Robert Charles Oaks (born February 14, 1936) is a retired United States Air Force (USAF) general who served as commander of Air Training Command and United States Air Forces in Europe. Oaks was also a general authority of the Church of Jesus Christ of Latter-day Saints (LDS Church) from 2000 to 2009. He is a first cousin to LDS Church president Dallin H. Oaks.

==Background and education==
Oaks was born on February 14, 1936, in Los Angeles, California to Charles and Ann Oaks. He grew up in Provo, Utah, where he graduated from Brigham Young High School in 1954. In 1959, Oaks was in the first class to graduate from the United States Air Force Academy in Colorado Springs, Colorado, receiving a bachelor's degree in Military Science. He earned a master's degree in business administration from Ohio State University in 1967 and graduated from the Naval War College in 1974.

==Military career==
Upon completing pilot training, Oaks served as a fighter pilot during the Vietnam War, once being shot down over the Mekong Delta. His command positions included the 391st Tactical Fighter Squadron, Mountain Home Air Force Base, Idaho; 86th Tactical Fighter Wing, at Ramstein Air Base, West Germany; Allied Air Forces Southern Europe, in Naples, Italy; Air Training Command, Randolph AFB, Texas; and eventually, United States Air Forces in Europe (USAFE), Ramstein AB, Germany. He also held several key planning and personnel staff positions at headquarters USAF, The Pentagon, Washington, D.C., USAFE. The general was command pilot with more than 4,000 flying hours, including more than 300 combat hours. He retired as a four-star general and Commander in Chief, USAFE and Allied Air Force Central Europe (AAFCE) in 1994 after serving for 34 years.

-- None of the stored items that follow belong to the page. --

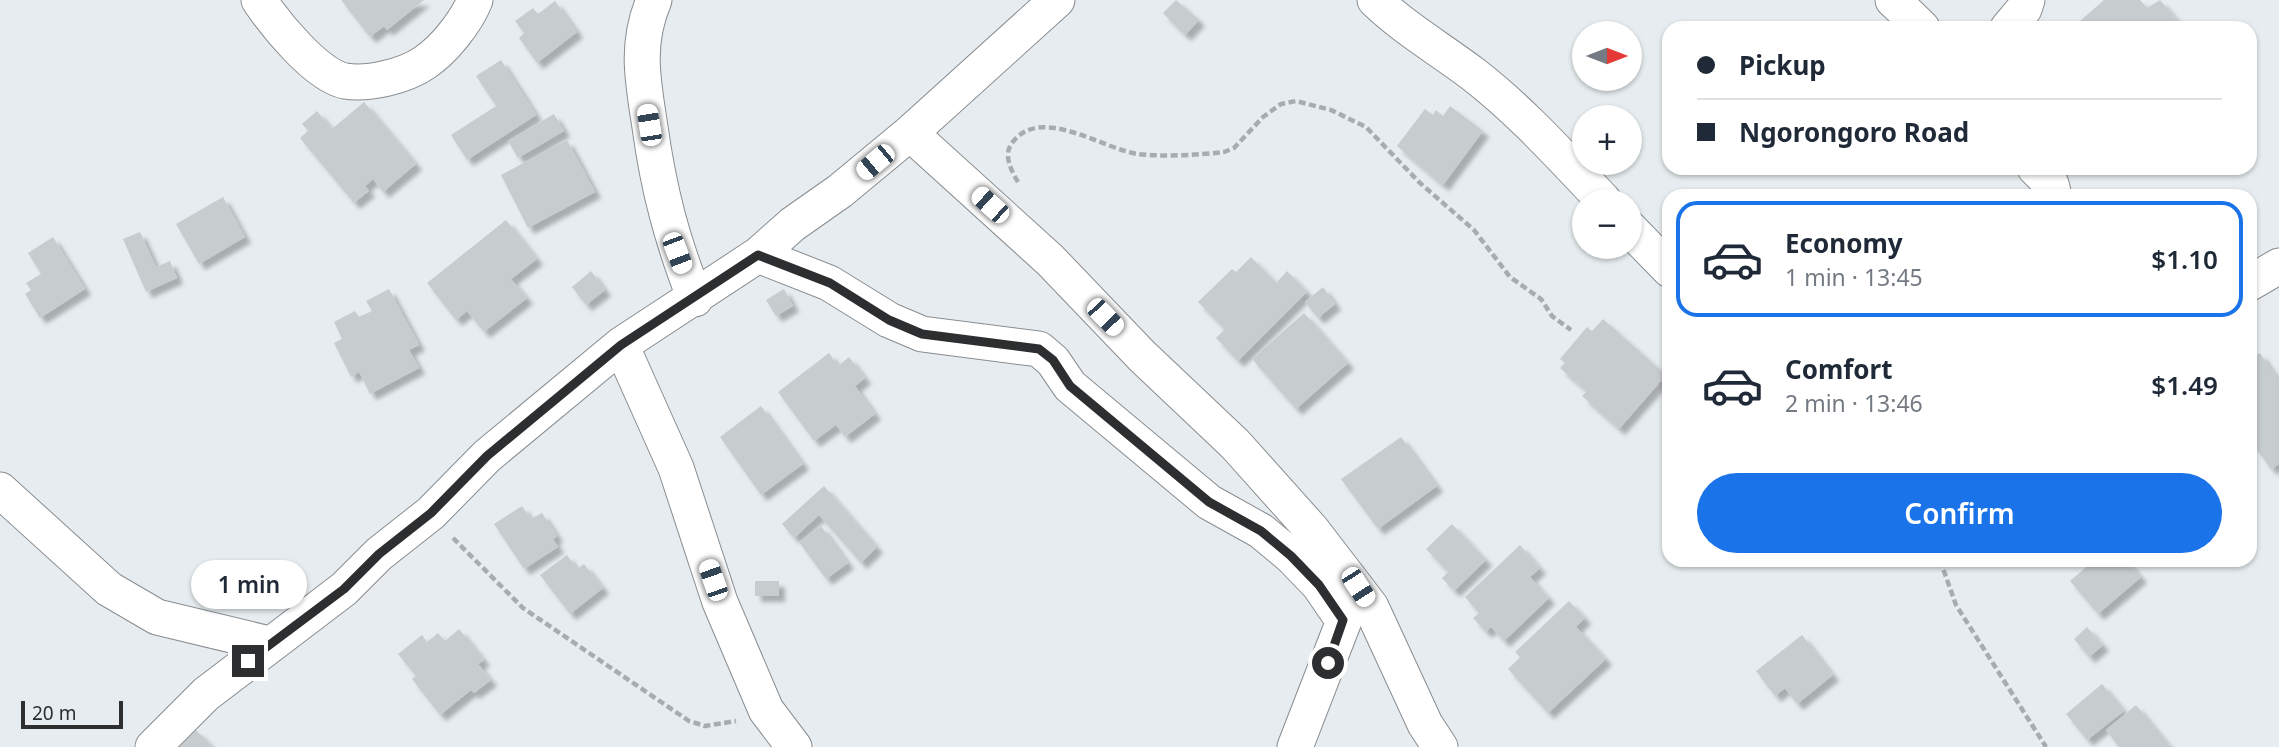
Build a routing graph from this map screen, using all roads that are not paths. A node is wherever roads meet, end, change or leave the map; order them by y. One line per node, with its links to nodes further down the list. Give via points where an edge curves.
1 (259, 0): 2 (street, via 317,64 345,81 385,78 425,63 456,32)
2 (475, 0)
3 (654, 0): 19 (street, via 646,19 640,68 659,191)
4 (1057, 0): 10 (street)
5 (1375, 0): 12 (street, via 1474,75)
6 (1893, 0): 8 (street)
7 (2027, 0): 9 (street)
8 (1915, 21)
9 (2014, 21)
10 (910, 133): 15 (street); 22 (street, via 1050,260 1235,444)
11 (2042, 175): 13 (street)
12 (1593, 189)
13 (2052, 189)
14 (1642, 241): 16 (street)
15 (758, 255): 19 (street); 23 (street, via 830,283 889,320 922,334 1039,349 1053,360 1070,386 1200,495 1261,531 1291,556)
16 (1662, 262)
17 (2279, 266): 18 (street)
18 (2257, 279)
19 (695, 299): 20 (street)
20 (621, 345): 24 (street, via 487,456 431,513 344,589); 26 (street, via 676,468 720,602 766,710)
21 (0, 490): 24 (street, via 109,590 157,617)
22 (1358, 587): 23 (street); 28 (street)
23 (1343, 620): 27 (street)
24 (269, 644): 25 (street, via 206,694)
25 (153, 747)
26 (794, 747)
27 (1295, 747)
28 (1440, 747)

The U.S. Secretary of Defense presented him with the Defense Distinguished Service Medal for "exceptionally distinguished performance of duty contributing to national security and the defense of the United States". He also received the Air Force Distinguished Service Medal for "exceptionally meritorious and distinguished service in a position of great responsibility to the Government of the United States culminating as commander of Air Training Command with headquarters at Randolph AFB, from 1990 to 1994".

==LDS Church service==
In 2000, Oaks resigned from his Senior Vice President position at U.S. Airways when he was called to serve as a general authority and member of the LDS Church's Second Quorum of the Seventy. In this capacity, Oaks served as president of the church's Africa East Area. In 2004, he was called to Presidency of the Seventy, filling a vacancy created when Dieter F. Uchtdorf was called as a church apostle. In that capacity, Oaks oversaw the affairs of the church in the North America Central Area. He was released from the Presidency of the Seventy on August 1, 2007, and again served in the Second Quorum of the Seventy and as president of the Europe Area of the church. In 2008, he dedicated the newly renovated visitors center at the London England Temple on November 8, 2008. He was released as a general authority in 2009.

In 2011, Oaks was the keynote speaker at the 70th anniversary of the Utah Wing of the Civil Air Patrol, the official auxiliary of the USAF, at a memorial service at Hill Aerospace Museum Chapel.